Попутно вспомнился отказ снимать меня в картине «Ты — мне, я — тебе» Александра Серого. Его аргументация была, правда, иного свойства.
— Посмотри на себя в зеркало, — сказал он. — Ты там увидишь лицо. А я снимаю комедии. Мне не нужны лица. Мне нужны рожи!
Памятуя совет Боголюбова относительно дополнительной рекомендации на «Мосфильме», покатил от Белорусской к Аэропорту, в капище литературно-кинематографического кооператива, примостившегося рядом с метро, к Валерию Семеновичу Фриду, сценаристу авторитетнейшему. Кроме того, в этом хлебосольном доме не мешало бы и позавтракать после наспех выпитой с утра чашки кофе.
Фрид — лысенький, сутулый, в очечках в роговой оправе, с неизменно широкой и доброжелательной улыбкой, провел меня на кухню, где у плиты колдовала Зоя Осипова — вдова его соавтора Юлия Дунского. Вместе с Дунским Фрид в молодости был осужден за участие в каком-то вольнодумном молодежном кружке, и так же вместе пятнадцать лет они оттрубили в сталинских лагерях. Там Дунский, работая в шахтах, получил силикоз легких, болезнь с возрастом стала невыносимой, и в этой же квартире он покончил с собой из охотничьего ружья, предварительно повесив на входной двери листок: «Без милиции не входить, я застрелился».

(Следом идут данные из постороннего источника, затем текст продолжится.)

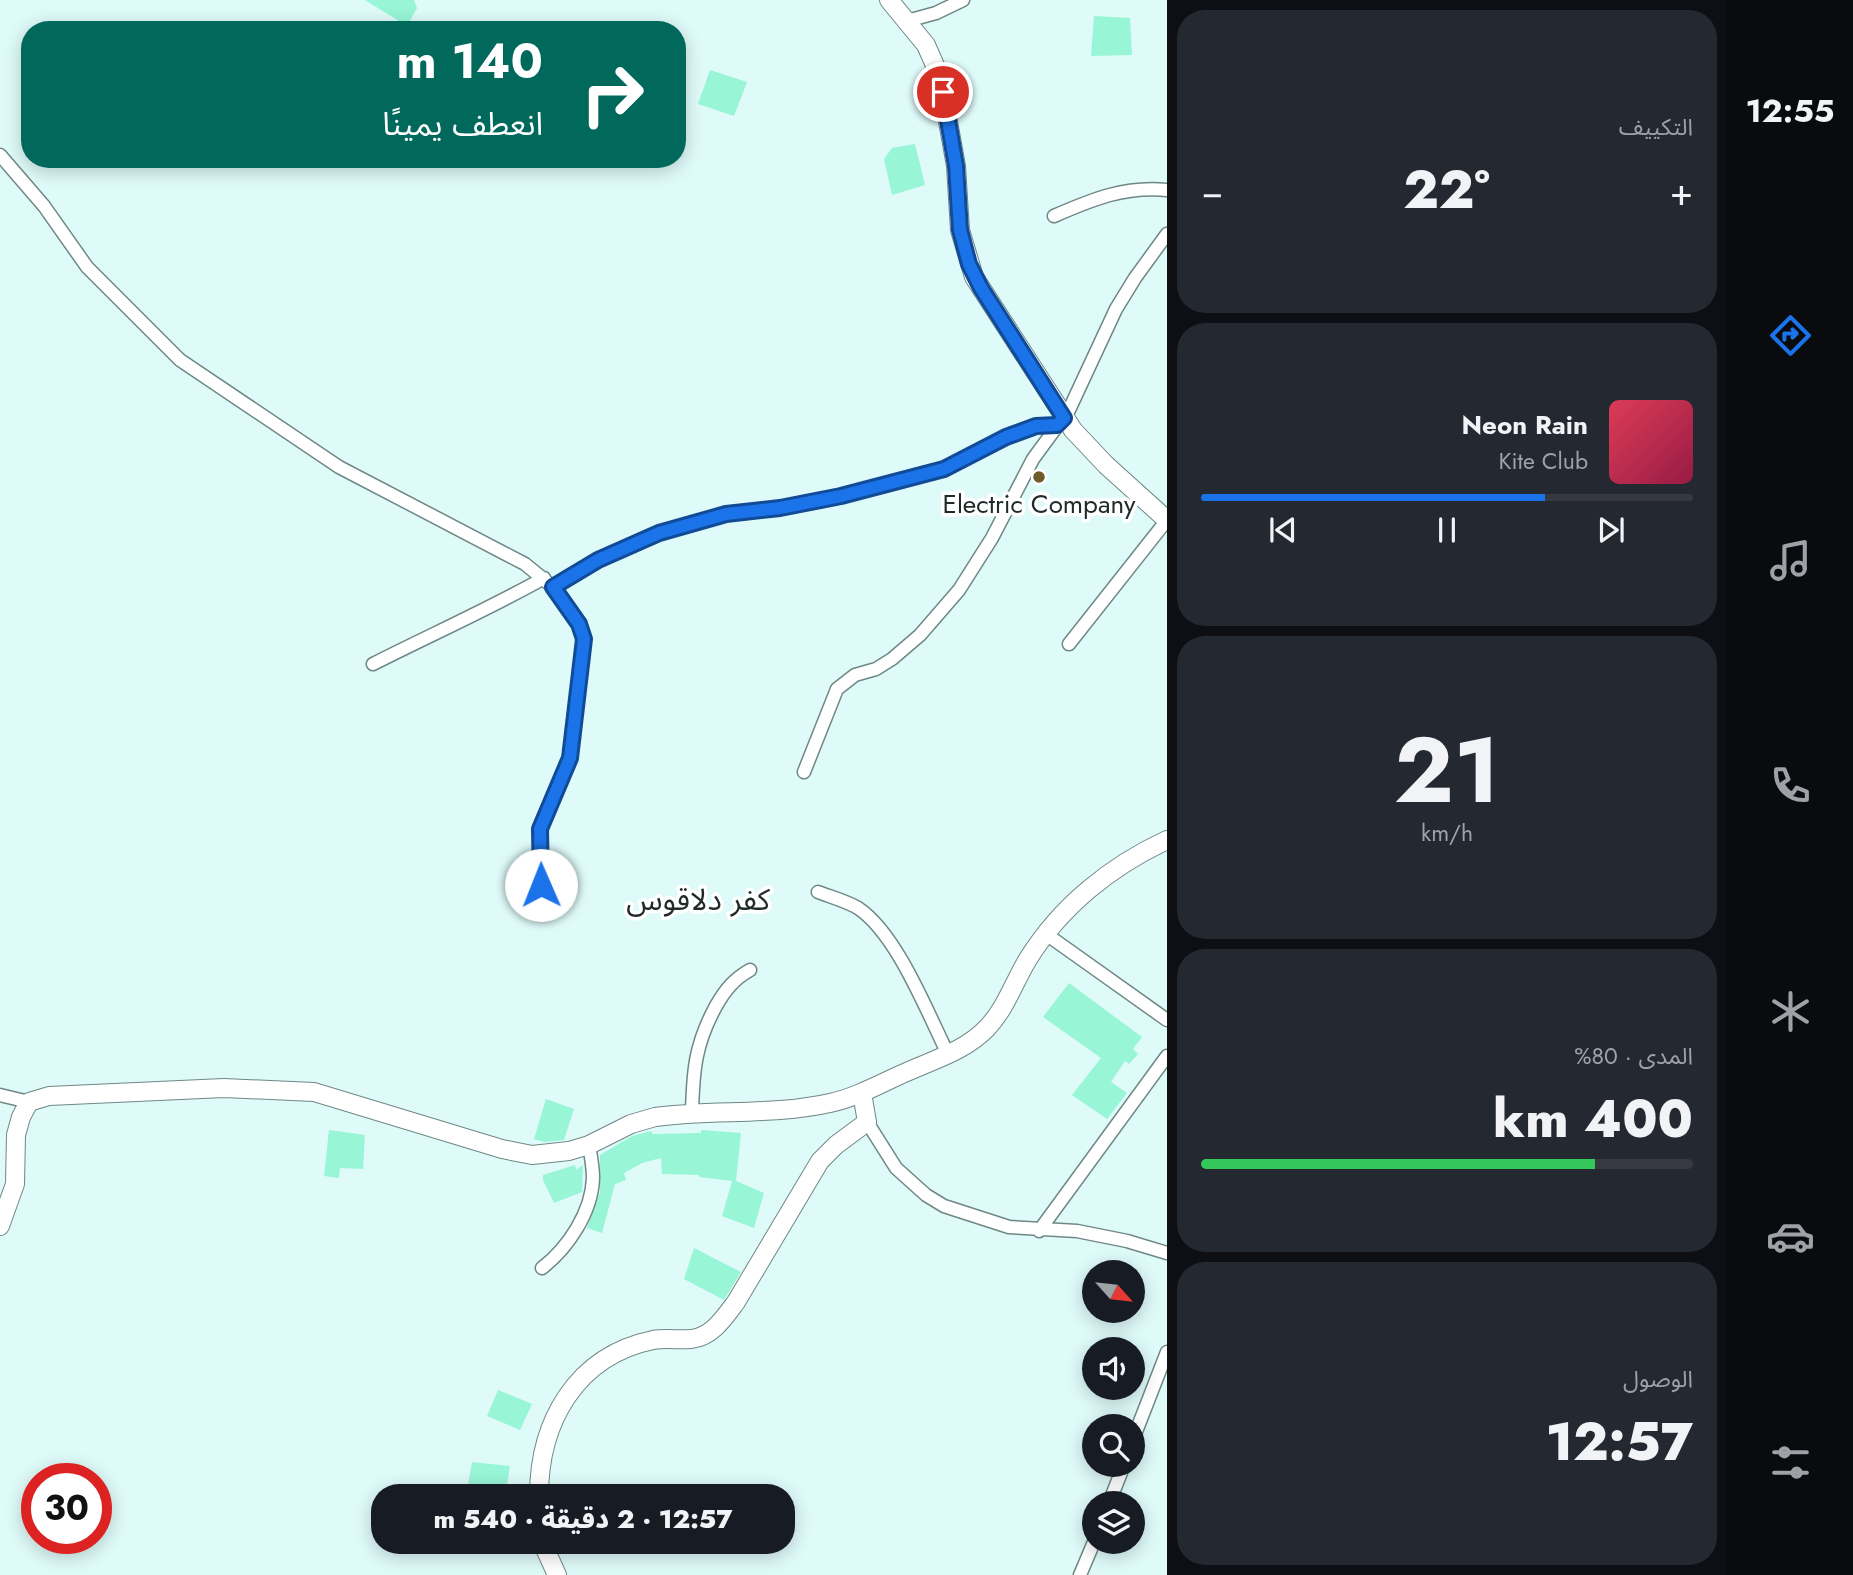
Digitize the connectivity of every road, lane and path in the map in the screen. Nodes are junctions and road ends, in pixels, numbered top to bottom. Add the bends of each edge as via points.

— Какой же он дурак, стрелялся в сердце! — прокомментировал мне этот его поступок Борис Васильев. — В голову надо было! В сердце — это же так больно…
— Борис Львович, вы это с такой уверенностью… Что, пробовали, чтобы сравнить?
— Я видел на фронте, как мучаются раненые в сердце.
С Дунским Фрид сделал замечательные картины: «Служили два товарища», «Сказка странствий», «Экипаж», «Шерлок Холмс и доктор Ватсон», «Сказ про то, как царь Петр арапа женил» …
Зоя — волшебница от кулинарии, готовила десяток блюд каждодневно, ибо гости в этом доме не переводились, да и какие гости! Весь цвет нашего кинематографа, перечисление не имеет смысла.